Bergamo 31 gen — L’ennesimo atto vigliacco e vergognoso perpetrato contro i morti della Repubblica sociale. Al cimitero monumentale di Bergamo sono state profanate 12 tombe dove riposano i caduti Rsi: ignoti hanno danneggiato le lapidi, spaccando le fotografie in vetro-ceramica dei defunti. Un gesto ripugnante che — ne siamo certi — come tanti altri fatti simili non troverà spazio nelle cronache dei quotidiani cittadini e che incontrerà il silenzio di figure politiche e istituzionali.

Al monumentale di Bergamo sfregiate le tombe dei caduti Rsi

A scoprire l’ignobile scempio sono stati alcuni visitatori del Monumentale. Il campo dei caduti Rsi consta di trentuno tombe individuali più una lapide, sotto la quale sono sepolti i resti di sette militi della Guardia forestale della Repubblica sociale. Il luogo, che si trova ai margini del camposanto, è poco frequentato, per cui dall’effettiva data della profanazione potrebbero essere passati giorni. Non sono ancora chiare le modalità del gesto — se sia avvenuto durante la notte o in pieno giorno. Sembra però improbabile l’ipotesi di un’effrazione notturna. Il cimitero ha già sporto denuncia.

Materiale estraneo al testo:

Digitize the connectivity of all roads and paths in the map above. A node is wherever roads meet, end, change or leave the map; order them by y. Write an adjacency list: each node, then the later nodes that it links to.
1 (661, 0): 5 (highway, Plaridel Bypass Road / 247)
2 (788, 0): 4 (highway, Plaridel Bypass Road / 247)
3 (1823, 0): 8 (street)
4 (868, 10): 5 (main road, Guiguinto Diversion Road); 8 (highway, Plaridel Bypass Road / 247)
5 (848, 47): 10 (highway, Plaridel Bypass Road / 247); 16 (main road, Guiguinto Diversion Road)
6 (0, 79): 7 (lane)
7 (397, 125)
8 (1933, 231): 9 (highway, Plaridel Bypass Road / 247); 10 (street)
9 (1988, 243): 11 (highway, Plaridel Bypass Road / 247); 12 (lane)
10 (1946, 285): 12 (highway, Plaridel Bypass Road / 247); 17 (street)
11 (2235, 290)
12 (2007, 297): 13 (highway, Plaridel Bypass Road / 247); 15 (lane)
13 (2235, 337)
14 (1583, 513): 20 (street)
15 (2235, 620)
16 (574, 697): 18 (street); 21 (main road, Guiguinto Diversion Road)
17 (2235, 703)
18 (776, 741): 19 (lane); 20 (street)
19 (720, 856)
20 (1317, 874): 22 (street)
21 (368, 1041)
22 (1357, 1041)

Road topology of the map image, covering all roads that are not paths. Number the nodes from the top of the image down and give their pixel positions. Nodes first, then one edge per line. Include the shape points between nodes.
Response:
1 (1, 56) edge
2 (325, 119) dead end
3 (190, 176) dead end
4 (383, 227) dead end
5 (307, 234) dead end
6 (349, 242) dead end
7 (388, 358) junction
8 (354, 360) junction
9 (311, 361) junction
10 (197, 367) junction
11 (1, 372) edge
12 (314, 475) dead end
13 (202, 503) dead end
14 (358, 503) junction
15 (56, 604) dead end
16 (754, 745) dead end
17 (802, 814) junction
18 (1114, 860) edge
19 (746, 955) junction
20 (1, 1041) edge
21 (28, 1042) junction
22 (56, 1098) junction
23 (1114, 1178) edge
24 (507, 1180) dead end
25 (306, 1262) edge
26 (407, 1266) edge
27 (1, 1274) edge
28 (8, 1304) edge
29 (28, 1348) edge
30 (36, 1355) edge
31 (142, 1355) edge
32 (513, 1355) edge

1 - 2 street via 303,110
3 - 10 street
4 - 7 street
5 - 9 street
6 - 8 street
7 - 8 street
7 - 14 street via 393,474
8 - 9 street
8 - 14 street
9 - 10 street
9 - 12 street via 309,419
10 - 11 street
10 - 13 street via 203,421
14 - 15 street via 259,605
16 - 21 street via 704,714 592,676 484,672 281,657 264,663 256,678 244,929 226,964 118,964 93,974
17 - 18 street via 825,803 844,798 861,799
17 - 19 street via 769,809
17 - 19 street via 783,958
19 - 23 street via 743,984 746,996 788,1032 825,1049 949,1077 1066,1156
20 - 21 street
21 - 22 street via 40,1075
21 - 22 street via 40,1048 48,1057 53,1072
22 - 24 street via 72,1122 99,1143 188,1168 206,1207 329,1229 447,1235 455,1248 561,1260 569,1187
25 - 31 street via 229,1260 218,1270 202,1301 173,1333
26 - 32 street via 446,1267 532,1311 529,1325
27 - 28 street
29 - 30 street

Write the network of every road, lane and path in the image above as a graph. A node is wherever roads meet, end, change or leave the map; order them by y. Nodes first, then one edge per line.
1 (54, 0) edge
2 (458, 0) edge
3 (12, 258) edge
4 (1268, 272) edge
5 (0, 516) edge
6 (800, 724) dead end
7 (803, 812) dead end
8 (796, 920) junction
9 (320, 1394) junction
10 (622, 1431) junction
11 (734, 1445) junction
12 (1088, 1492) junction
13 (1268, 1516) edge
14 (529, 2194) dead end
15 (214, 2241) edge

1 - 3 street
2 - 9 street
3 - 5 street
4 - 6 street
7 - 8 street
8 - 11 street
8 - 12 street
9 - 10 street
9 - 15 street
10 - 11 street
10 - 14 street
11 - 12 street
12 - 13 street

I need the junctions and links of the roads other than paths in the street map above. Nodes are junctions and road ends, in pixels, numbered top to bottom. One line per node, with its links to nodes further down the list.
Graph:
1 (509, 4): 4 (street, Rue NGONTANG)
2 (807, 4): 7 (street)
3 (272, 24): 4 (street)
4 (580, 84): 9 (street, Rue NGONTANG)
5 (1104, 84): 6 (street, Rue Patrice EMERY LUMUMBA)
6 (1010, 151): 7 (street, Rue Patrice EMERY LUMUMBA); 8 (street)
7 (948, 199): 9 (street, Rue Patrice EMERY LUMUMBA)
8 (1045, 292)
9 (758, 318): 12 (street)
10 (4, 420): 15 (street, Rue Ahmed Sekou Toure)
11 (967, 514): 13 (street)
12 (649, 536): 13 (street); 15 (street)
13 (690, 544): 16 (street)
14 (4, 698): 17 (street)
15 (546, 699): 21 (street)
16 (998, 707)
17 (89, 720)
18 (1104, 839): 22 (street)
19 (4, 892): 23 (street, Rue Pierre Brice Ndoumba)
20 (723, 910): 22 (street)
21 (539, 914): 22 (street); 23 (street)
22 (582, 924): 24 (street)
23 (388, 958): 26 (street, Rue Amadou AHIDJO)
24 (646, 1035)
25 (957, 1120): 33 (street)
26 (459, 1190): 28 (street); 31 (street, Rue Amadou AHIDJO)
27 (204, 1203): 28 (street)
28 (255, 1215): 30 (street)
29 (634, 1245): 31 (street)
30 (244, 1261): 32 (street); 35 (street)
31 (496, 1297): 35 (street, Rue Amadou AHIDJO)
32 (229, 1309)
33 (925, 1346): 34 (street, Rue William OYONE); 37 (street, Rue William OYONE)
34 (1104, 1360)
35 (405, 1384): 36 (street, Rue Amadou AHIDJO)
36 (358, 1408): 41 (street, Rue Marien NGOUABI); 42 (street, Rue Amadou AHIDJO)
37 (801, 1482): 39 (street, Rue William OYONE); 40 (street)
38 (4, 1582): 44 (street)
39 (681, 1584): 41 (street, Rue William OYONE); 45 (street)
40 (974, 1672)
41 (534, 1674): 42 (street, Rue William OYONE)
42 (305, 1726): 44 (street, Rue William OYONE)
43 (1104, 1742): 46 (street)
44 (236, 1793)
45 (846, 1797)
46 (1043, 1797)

Non c’è pace per chi è caduto

Così come ignoti, nel 2018, infierirono sulla lapide dei 43 Militi della prima Divisione d’assalto «M» della Legione Tagliamento: ragazzi tra i 15 e i 22 anni uccisi dai partigiani il 28 aprile del 1945 a Rovetta, in Val Seriana. Periodicamente il luogo viene vandalizzato: nel 2009 venne demolita a colpi di martello la targa in memoria posta all’esterno del cimitero, proprio nel luogo dove avvenne la fucilazione. L’anno seguente un finto ordigno esplosivo fu piazzato in corrispondenza della lapide commemorativa. Altri episodi nel 2012, 2013 e 2016.

Lo scempio alle tombe dei caduti Rsi al Monumentale arriva a pochi mesi di distanza dalla gravissima profanazione del Campo della Memoria a Nettuno, dove ignoti hanno sfondato l’accesso a due tombe dei marò del Battaglione “Barbarigio” e agli altri combattenti della Repubblica Sociale Italiana impossessandosi dei resti contenuti in esse.